Sunday, August 11, 2013

To my Unicorn

I once wrote a long time ago in a blog I kept - what seems now like ancient history (moblogs - where I was 'hostsara') :

Where are you my prince,
I have loved you all my life.
Now I all you have to do...
Is find me.



It must have been haunting or definitely left an impression, because it was printed on the covers of notepads as a quote from me during one of the Moblogs promotional events.

And here I am, 10 years later. Still waiting. 

People have asked me before - what do I want in a man? What type of guy do I want? A question that yet again, popped up yesterday in a conversation after church with friends, where they proffered options for my sister, my pals, but none for me.

To be honest, I have no "type" per se.

It has never been about a certain job. Or a race. A look. A shape.

It's just... a feeling. Something that clicks on the inside. 

The closest thing to a clue that I have to what I want, is this ..



With me, it never has been about the physical. That to me, is merely a bonus. I need someone to unlock my mind first, before the rest follows, and believe you me, it is hard indeed.




Every single guy I've met, has succeeded to some extent. To some degree. But was always lacking in some way or another.

"The Love of My Life" for instance - A shame.
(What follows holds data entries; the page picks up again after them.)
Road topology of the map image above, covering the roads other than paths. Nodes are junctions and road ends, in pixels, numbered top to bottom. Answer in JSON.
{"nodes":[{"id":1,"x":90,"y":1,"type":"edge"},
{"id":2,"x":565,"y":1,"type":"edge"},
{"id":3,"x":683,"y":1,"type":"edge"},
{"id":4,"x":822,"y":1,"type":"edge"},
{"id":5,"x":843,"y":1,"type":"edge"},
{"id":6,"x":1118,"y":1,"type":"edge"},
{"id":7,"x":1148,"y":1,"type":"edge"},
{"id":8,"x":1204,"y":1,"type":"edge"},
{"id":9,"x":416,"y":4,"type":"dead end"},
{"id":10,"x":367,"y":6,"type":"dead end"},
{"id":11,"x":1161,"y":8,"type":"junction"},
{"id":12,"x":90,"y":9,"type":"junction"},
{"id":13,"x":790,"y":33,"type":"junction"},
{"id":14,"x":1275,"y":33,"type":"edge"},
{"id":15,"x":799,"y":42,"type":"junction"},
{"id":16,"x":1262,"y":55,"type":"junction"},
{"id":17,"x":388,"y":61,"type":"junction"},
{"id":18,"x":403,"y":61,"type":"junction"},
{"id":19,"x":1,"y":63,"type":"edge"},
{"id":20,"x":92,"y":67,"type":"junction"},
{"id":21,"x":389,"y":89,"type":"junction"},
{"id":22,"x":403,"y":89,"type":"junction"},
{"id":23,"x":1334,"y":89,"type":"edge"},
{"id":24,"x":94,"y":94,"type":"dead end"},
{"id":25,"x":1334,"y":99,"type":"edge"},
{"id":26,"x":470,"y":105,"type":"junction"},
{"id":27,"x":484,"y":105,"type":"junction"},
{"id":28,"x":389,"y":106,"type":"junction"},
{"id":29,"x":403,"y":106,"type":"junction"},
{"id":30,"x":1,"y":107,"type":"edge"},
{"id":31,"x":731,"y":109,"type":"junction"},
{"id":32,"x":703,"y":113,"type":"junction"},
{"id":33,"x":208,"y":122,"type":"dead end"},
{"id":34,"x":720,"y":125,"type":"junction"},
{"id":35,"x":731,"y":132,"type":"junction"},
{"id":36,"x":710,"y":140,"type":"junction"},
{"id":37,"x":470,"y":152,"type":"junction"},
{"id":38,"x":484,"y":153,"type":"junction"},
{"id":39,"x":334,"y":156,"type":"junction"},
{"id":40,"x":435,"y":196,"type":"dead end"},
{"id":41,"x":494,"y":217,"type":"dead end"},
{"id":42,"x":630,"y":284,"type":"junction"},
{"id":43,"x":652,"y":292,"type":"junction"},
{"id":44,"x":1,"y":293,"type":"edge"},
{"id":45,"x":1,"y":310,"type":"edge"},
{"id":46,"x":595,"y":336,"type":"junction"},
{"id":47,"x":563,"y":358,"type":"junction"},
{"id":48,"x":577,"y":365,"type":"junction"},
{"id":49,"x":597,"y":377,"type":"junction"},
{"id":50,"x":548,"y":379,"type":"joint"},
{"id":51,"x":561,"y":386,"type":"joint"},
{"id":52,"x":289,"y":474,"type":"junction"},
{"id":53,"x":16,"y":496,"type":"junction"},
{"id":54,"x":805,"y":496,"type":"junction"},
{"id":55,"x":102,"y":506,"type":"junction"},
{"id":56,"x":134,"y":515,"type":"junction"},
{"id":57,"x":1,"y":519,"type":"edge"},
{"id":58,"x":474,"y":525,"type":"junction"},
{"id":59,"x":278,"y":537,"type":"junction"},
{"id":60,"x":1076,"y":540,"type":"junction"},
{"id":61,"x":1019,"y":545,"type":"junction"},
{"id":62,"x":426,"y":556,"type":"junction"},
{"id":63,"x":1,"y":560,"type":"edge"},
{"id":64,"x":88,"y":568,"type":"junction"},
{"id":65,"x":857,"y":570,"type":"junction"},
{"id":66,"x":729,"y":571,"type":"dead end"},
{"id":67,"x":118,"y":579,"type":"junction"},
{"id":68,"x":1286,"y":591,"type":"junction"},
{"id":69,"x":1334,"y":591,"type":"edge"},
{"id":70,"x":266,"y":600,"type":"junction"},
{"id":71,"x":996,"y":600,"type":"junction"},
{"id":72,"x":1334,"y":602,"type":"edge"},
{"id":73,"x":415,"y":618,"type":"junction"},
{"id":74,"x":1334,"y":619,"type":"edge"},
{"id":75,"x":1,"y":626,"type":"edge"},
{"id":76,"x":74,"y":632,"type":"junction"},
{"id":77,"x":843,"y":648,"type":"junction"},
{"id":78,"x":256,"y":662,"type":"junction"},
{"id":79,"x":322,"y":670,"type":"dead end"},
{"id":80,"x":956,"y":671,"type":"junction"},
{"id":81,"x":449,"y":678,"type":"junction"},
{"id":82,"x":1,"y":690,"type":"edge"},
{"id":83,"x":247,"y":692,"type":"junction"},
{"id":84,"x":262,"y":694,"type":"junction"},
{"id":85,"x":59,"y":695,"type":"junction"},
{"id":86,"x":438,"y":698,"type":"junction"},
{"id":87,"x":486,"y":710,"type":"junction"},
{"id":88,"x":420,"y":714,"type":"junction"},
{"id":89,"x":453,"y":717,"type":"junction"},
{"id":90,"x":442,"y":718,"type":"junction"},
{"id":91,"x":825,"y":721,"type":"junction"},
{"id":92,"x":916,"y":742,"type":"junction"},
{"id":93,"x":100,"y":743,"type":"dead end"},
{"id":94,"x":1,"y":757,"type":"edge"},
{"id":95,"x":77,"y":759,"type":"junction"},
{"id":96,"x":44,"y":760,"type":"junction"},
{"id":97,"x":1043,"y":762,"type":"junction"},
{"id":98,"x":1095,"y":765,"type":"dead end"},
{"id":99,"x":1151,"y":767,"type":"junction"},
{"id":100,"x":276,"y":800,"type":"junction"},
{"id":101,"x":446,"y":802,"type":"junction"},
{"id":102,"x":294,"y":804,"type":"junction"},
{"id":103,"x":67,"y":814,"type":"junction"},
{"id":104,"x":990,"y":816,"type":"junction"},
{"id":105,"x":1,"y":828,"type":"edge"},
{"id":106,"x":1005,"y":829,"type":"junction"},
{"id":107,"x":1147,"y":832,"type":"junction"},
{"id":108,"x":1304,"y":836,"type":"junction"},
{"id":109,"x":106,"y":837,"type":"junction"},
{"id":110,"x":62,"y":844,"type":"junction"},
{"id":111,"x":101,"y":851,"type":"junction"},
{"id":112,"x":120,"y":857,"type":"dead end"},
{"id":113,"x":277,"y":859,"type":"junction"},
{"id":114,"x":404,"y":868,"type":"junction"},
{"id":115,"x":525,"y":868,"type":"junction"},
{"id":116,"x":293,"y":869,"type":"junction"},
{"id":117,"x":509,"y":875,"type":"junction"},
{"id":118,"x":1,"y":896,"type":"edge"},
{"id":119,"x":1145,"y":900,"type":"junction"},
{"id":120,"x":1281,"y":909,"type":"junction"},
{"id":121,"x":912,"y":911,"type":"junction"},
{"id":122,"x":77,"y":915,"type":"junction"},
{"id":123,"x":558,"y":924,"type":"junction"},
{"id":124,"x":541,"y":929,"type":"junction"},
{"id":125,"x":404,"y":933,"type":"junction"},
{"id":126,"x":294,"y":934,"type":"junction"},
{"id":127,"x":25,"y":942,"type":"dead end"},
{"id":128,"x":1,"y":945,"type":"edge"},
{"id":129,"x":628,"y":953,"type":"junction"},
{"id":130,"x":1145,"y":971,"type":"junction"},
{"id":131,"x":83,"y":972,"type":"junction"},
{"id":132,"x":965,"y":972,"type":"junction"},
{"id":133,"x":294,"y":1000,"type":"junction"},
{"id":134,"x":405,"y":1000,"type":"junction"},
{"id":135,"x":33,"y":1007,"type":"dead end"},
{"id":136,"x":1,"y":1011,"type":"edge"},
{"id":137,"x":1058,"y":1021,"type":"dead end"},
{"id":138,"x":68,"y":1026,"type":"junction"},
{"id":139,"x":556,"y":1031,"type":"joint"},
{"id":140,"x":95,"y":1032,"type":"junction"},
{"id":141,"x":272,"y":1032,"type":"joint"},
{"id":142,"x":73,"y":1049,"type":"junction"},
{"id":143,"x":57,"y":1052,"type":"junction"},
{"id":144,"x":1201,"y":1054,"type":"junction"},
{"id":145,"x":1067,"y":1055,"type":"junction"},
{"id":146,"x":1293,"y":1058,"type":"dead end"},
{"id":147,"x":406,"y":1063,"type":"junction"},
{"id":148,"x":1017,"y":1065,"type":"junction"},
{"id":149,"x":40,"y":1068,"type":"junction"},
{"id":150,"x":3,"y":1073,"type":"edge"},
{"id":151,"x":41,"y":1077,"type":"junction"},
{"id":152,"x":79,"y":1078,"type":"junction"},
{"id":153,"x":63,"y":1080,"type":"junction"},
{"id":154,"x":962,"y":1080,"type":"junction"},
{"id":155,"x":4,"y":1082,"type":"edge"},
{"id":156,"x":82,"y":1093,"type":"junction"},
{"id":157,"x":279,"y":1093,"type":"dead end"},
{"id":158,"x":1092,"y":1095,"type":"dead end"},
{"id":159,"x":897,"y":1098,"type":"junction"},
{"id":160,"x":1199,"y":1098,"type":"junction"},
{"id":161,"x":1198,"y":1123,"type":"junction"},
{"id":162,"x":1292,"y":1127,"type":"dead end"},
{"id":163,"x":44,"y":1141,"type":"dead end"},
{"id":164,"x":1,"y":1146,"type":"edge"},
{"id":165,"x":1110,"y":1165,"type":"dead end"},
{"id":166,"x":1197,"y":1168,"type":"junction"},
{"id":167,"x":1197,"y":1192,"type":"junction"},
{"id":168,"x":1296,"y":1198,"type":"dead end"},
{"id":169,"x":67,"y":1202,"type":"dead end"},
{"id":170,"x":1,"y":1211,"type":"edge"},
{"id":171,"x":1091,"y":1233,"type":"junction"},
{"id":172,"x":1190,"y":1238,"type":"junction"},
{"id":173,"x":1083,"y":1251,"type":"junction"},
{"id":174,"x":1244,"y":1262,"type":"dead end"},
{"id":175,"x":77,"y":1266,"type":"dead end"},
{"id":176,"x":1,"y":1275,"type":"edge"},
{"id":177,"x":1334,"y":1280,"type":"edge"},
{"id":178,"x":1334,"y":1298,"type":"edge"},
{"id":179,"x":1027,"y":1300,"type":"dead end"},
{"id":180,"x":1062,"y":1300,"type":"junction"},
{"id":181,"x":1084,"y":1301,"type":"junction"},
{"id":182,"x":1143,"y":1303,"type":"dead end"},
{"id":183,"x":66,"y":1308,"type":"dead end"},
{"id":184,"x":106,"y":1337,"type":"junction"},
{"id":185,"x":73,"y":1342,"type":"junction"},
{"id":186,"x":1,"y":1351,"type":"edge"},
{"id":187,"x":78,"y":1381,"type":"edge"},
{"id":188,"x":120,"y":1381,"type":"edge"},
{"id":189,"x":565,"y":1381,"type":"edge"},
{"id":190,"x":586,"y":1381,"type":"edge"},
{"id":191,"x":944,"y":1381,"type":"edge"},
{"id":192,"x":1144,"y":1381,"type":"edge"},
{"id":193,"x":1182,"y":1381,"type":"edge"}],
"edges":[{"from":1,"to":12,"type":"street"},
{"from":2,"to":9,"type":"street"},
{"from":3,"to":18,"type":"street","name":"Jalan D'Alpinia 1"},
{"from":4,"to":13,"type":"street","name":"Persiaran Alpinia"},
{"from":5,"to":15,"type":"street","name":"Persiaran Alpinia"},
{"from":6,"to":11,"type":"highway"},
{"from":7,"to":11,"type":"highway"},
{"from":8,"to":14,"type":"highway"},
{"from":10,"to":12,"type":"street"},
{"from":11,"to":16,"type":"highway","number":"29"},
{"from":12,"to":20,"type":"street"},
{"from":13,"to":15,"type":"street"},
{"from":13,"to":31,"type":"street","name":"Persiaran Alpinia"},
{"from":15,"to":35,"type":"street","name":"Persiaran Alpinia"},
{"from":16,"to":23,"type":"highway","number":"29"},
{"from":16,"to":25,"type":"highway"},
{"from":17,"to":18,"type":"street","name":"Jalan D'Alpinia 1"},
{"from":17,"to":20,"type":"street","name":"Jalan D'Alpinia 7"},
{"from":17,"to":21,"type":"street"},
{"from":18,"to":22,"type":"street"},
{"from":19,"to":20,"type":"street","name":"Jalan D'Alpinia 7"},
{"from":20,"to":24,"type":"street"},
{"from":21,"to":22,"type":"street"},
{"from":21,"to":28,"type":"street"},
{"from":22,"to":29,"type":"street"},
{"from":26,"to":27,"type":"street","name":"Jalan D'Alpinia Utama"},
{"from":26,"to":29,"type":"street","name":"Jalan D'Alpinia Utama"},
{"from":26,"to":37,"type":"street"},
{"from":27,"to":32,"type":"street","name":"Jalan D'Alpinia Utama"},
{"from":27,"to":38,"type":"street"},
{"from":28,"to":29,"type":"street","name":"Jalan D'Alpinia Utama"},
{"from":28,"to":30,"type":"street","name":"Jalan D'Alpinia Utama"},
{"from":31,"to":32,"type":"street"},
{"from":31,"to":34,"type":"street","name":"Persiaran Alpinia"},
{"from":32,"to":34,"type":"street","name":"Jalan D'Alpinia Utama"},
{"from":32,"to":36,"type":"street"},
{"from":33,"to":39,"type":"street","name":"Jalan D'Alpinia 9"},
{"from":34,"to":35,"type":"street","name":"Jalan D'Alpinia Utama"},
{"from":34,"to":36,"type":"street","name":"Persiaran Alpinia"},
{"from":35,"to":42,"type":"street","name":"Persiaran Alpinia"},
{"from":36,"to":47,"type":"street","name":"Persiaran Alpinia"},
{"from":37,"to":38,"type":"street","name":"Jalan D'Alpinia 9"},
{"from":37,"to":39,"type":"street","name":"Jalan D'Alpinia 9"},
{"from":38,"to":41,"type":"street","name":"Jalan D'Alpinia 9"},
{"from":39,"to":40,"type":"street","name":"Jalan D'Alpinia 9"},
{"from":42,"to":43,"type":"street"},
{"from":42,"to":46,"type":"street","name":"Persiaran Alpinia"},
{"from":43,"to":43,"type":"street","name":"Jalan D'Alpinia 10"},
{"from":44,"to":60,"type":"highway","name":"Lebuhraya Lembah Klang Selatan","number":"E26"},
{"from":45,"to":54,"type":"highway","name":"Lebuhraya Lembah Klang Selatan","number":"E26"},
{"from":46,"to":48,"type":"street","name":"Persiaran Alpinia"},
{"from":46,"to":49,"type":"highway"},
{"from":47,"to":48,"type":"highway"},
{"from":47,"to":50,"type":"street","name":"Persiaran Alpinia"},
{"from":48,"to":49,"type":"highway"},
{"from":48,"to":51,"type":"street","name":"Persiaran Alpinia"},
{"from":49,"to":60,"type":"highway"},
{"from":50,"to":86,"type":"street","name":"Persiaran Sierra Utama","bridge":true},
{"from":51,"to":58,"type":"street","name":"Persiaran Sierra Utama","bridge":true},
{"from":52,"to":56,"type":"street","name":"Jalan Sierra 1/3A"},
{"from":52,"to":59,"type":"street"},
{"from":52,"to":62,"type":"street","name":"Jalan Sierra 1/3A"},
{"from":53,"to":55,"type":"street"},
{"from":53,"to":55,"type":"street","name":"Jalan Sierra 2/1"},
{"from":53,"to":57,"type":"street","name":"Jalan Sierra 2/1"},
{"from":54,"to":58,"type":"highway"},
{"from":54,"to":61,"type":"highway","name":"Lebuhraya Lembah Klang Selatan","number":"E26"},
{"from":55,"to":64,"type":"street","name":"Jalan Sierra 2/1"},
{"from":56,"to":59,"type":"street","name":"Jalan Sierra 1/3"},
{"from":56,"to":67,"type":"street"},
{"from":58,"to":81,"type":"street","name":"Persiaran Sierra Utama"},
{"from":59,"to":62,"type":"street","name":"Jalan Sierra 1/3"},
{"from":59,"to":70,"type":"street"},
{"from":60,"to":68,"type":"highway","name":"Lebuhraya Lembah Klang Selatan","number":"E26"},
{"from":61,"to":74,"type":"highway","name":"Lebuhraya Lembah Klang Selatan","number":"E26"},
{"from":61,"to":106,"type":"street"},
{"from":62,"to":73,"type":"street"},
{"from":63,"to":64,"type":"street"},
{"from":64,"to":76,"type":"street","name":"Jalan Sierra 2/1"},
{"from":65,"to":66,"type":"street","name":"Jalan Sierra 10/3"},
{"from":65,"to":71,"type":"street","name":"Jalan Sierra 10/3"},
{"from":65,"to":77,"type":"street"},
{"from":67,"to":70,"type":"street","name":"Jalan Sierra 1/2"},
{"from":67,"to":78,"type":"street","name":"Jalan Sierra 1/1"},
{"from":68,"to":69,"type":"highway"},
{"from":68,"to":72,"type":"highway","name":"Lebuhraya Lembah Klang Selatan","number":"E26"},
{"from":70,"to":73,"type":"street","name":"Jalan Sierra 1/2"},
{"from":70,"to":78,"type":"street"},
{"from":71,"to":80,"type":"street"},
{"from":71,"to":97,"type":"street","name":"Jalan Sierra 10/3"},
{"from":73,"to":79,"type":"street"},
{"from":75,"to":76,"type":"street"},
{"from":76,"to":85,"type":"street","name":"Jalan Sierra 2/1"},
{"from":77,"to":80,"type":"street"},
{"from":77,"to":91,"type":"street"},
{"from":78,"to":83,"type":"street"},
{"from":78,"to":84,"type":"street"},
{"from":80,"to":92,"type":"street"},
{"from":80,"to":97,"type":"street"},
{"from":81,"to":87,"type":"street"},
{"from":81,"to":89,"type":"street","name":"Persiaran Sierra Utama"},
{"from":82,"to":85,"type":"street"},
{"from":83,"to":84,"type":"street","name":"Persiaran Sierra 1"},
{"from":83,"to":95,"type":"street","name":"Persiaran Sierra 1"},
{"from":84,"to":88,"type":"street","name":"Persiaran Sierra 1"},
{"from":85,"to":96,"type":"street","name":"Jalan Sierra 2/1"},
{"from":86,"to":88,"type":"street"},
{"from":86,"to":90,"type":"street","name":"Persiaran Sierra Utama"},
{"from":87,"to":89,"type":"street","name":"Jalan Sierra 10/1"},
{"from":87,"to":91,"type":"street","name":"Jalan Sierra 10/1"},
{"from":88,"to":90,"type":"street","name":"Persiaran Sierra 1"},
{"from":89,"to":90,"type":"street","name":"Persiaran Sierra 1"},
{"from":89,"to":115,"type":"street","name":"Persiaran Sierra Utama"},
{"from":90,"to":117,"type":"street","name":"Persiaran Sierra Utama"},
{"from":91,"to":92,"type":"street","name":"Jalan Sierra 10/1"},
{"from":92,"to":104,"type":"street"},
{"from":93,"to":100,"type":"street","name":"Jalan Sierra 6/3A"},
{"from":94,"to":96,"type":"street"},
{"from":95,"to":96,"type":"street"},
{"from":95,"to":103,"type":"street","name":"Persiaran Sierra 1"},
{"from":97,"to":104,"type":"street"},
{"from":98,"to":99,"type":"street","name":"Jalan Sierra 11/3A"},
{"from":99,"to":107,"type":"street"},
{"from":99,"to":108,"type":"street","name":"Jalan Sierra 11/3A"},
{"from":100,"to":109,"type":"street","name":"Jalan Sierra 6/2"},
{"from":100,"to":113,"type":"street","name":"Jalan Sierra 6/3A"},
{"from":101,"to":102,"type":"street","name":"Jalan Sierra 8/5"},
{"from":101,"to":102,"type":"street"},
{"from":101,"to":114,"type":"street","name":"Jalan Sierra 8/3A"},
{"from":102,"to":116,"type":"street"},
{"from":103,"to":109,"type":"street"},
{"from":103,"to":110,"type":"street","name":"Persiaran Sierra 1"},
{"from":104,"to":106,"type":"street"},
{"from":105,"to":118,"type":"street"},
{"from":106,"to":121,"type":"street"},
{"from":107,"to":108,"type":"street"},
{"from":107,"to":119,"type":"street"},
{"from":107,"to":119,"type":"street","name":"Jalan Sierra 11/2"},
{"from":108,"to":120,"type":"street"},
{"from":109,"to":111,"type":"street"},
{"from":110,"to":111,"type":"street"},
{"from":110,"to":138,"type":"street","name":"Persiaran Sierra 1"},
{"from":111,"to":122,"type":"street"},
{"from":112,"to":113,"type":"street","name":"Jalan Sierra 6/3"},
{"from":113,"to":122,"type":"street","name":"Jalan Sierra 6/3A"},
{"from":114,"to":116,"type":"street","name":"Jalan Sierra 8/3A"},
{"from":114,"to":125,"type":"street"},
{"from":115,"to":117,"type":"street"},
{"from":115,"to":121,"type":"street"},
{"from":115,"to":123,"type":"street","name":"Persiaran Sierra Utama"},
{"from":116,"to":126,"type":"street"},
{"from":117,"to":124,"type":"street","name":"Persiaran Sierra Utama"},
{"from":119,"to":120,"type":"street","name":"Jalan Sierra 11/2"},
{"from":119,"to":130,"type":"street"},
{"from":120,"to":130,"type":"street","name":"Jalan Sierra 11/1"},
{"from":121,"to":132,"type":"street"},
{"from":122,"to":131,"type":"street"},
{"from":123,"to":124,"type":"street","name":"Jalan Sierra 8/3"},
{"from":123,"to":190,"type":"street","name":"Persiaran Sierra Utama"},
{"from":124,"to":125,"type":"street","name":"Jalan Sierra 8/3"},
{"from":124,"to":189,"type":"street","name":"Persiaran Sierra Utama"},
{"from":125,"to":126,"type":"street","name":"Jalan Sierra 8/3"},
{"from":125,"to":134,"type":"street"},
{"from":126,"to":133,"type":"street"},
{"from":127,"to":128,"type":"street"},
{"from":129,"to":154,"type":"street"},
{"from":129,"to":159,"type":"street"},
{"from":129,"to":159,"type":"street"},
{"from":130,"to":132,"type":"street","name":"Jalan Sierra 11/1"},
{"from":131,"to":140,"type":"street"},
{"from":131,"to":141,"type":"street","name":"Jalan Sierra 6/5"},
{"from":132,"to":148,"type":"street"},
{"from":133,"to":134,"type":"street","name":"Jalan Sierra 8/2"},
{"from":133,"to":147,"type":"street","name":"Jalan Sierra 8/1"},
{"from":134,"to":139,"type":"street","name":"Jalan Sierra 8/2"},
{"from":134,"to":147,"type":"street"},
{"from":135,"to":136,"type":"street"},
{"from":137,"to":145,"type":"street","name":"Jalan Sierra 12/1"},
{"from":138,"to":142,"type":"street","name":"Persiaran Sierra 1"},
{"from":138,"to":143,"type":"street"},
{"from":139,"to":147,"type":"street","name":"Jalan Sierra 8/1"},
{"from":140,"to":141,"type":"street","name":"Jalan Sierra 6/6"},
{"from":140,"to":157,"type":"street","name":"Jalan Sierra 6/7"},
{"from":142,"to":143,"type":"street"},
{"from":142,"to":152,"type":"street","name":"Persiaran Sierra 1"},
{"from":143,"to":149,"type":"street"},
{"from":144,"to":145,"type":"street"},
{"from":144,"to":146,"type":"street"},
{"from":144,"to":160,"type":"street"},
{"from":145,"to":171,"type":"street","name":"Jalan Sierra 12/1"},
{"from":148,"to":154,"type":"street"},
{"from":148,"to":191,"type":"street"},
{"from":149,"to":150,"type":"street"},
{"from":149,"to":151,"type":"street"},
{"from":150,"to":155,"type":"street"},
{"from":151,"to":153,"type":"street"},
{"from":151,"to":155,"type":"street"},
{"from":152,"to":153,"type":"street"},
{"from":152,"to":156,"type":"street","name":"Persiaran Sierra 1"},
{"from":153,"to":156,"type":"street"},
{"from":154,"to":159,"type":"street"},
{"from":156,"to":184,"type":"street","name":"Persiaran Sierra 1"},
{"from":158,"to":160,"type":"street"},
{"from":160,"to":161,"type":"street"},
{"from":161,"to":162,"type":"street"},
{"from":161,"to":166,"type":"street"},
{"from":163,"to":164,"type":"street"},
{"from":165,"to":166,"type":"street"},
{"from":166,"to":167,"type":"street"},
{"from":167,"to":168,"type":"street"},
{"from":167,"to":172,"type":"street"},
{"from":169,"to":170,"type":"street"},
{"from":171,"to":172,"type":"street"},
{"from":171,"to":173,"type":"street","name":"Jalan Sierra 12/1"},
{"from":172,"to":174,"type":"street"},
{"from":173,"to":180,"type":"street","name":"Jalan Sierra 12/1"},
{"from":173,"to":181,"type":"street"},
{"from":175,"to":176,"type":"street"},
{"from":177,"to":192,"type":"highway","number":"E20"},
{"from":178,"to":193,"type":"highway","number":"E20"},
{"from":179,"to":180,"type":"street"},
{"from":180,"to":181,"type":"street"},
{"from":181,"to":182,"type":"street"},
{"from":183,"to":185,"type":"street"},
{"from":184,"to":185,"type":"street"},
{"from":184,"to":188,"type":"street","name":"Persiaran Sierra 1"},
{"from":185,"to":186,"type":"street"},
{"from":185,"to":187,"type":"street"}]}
Because when we were in love , we were young and carefree. And as much as my heart and soul wanted it, my mind, did not follow.

On the rare occasions my mind was captured, often times, my heart or soul, was lagging behind.



I once shared with a dear friend, that I want someone who.. I will feel comfortable with, in my "slack glory", looking dishevelled without a shred of makeup on one of my mission trips.



Someone who won't grumble when we might need to be in a place that does not have electricity or running water - and who will keep me sane while that happens too, laugh along with me, hold my hand and say, "Hey babe, we'll get through this together," and not just run to the hills - as one guy I dated, once did.




Someone who is game enough to experience life with me. Whether it be dining with royalty, or dining with beggars in rags by the roadside, as long as its by my side.

Whether I'm in rags. Or all dressed to the nines.


Because both are me.

The same me. Just.. different sides of me.

Would I ever find someone who could accept me... for me? All of me. Not just the parts they want?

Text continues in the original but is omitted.